Decorum #2
Tour de force graphique, le premier tome de Decorum marquait l’irruption tonitruante sur la scène comics d’un artiste virtuose, Mike Huddleston. Un touche-à-tout au talent démesuré, capable de briller dans tous les styles, et qui offrait alors une démonstration technique de haute volée. Le feu d’artifices proposé n’avait qu’un défaut : ne se mettre que d’assez loin au service de l’histoire. La faute sans doute au départ un peu laborieux côté scénario donné à sa nouvelle épopée de SF par le surdoué Jonathan Hickman (Power of X/House of X, Pax Romana). Tous les éléments d’un bon feuilleton étaient convoqués : une tueuse à gages, sa jeune protégée, une secte cosmique… Mais comme posés là, mal agencés les uns avec les autres dans une sorte de Rubik’s Cube baroque extrêmement séduisant mais un peu abscons.
Excellente nouvelle : le tome 2 apporte l’éclairage tant attendu sur les enjeux de la série en croisant enfin ses fils narratifs. Même l’imbitable Église de la Singularité avec ses robots cosmiques en quête d’un œuf géant se décide à montrer son jeu. Et le résultat est… extraordinaire. Loin des évidences immédiates auxquelles nous a habitués l’éditeur Image, les Saga, Black Science, ou même East of West de Hickman justement, cette série-là est équipée d’un moteur diesel mais une fois lancée, elle s’avère inarrêtable.
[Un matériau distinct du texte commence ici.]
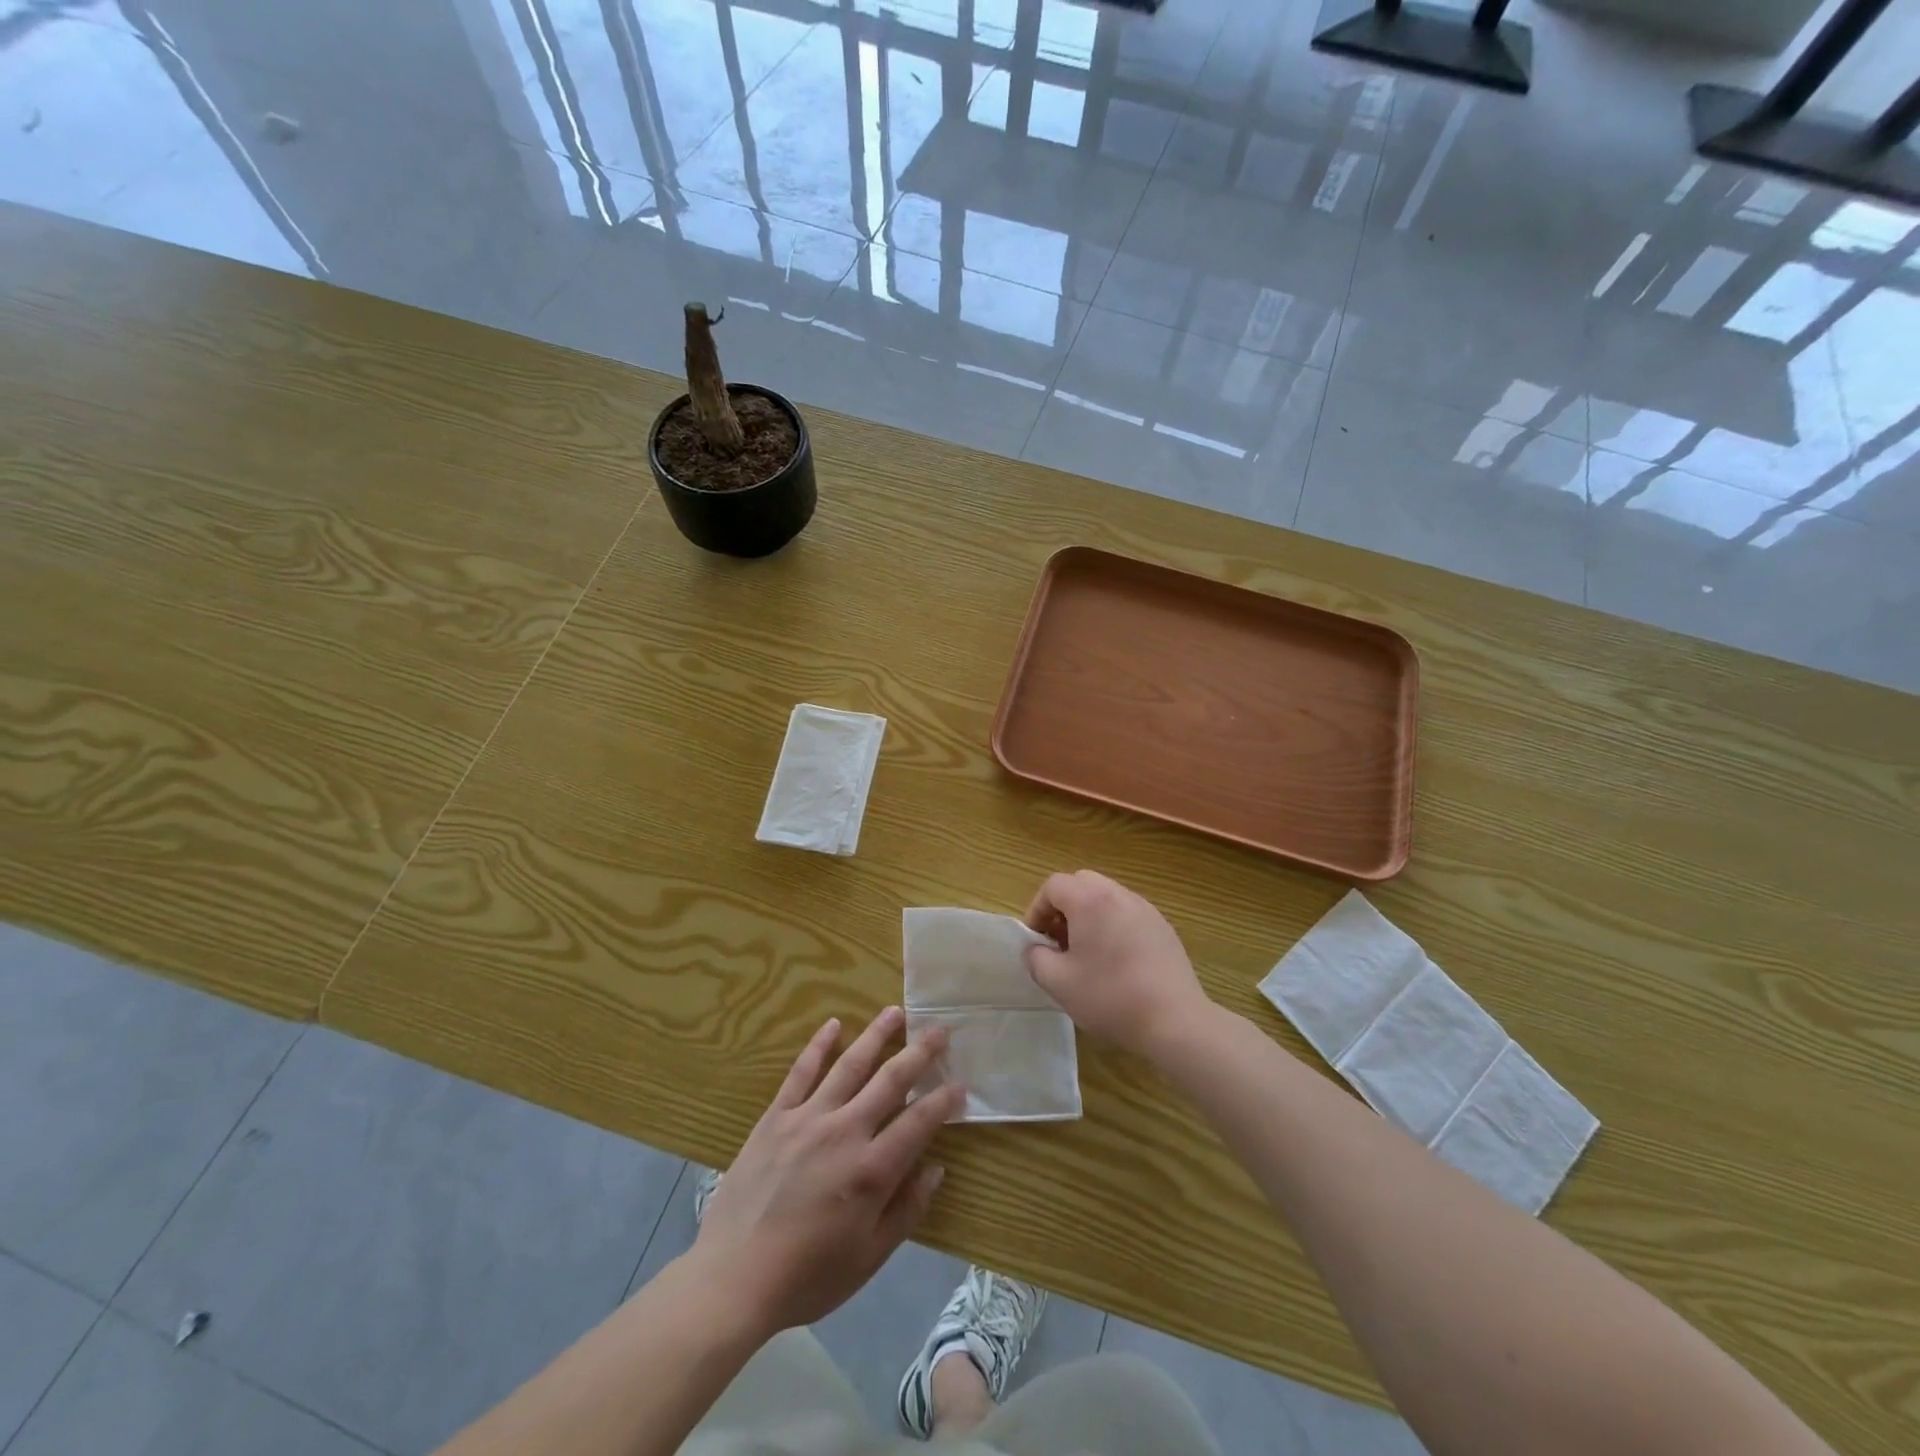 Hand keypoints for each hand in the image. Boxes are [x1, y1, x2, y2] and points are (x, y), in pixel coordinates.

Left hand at [690, 1007, 965, 1336]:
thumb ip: (907, 1210)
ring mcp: (808, 1118)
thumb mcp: (869, 1258)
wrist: (732, 1278)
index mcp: (872, 1170)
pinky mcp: (776, 1117)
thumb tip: (935, 1168)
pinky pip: (801, 1072)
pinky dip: (819, 1046)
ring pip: (850, 1065)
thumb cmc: (807, 1275)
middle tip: (939, 1029)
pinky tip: (833, 1024)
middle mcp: (845, 1131)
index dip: (943, 1100)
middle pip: (890, 1080)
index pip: (919, 1122)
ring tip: (895, 1012)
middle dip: (919, 1053)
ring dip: (876, 1035)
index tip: (960, 1083)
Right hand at [1024, 870, 1212, 1059]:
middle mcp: (1119, 894)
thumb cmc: (1110, 996)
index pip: (1053, 885)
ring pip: (1106, 897)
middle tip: (1059, 941)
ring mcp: (1145, 909)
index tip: (1036, 939)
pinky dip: (1113, 925)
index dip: (1037, 909)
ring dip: (1089, 915)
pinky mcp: (1163, 927)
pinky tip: (1116, 962)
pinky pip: (1128, 913)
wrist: (1174, 1020)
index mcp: (1090, 900)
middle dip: (1063, 907)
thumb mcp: (1058, 983)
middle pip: (1081, 884)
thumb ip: (1036, 959)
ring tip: (1086, 953)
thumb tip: (1035, 949) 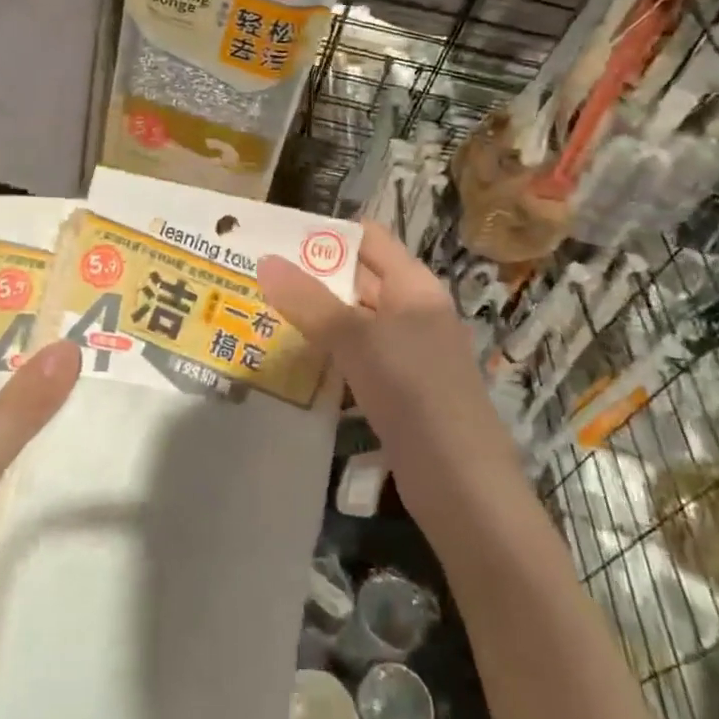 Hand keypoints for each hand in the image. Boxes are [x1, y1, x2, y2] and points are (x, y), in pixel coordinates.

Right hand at [258, 223, 517, 521]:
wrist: (463, 487)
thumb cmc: (414, 394)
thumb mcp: (357, 340)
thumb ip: (309, 301)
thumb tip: (264, 261)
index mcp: (414, 286)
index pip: (368, 238)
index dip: (325, 232)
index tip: (275, 237)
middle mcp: (414, 311)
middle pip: (358, 278)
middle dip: (310, 276)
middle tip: (255, 277)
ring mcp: (408, 353)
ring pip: (354, 322)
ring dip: (314, 318)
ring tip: (261, 314)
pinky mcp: (399, 390)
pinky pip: (357, 359)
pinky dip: (327, 355)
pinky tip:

Rock, enlevée, musclée, vraiment drôle, peuplée de personnages excellemment campés, cette odyssée spatiale trouve ici une vraie épaisseur dramatique. La piquante Neha Nori Sood confirme quelle belle héroïne elle fait, et sa mentor Imogen Smith-Morley n’est pas en reste, en figure maternelle douée pour abréger les souffrances de ses cibles.
Ce qui n’était dans le tome 1 qu’un trip dépaysant éminemment plaisant mais frustrant devient dès lors un formidable voyage émotionnel et sensoriel dont les audaces graphiques sont moins là pour faire le malin que pour apporter une profondeur supplémentaire. Ce qu’on prenait à tort pour des affèteries et du maniérisme de la part d’Huddleston se révèle parfaitement en phase avec les ambitions de la série : chaque rupture de style, de mise en couleurs ou de technique visait bien depuis le début à donner une texture additionnelle à chaque scène. Il fallait juste pour s’en rendre compte un peu plus d’humilité dans la manière de raconter cette histoire. Miracle, on a l’impression de découvrir enfin le projet pour ce qu’il aurait dû être dès le départ : un spectacle total satisfaisant à tous les niveaux et explosant les limites de son medium pour proposer une rarissime expérience de lecture en 3D. Voire carrément en 10D. Enfilez vos lunettes, ambiance séance en IMAX.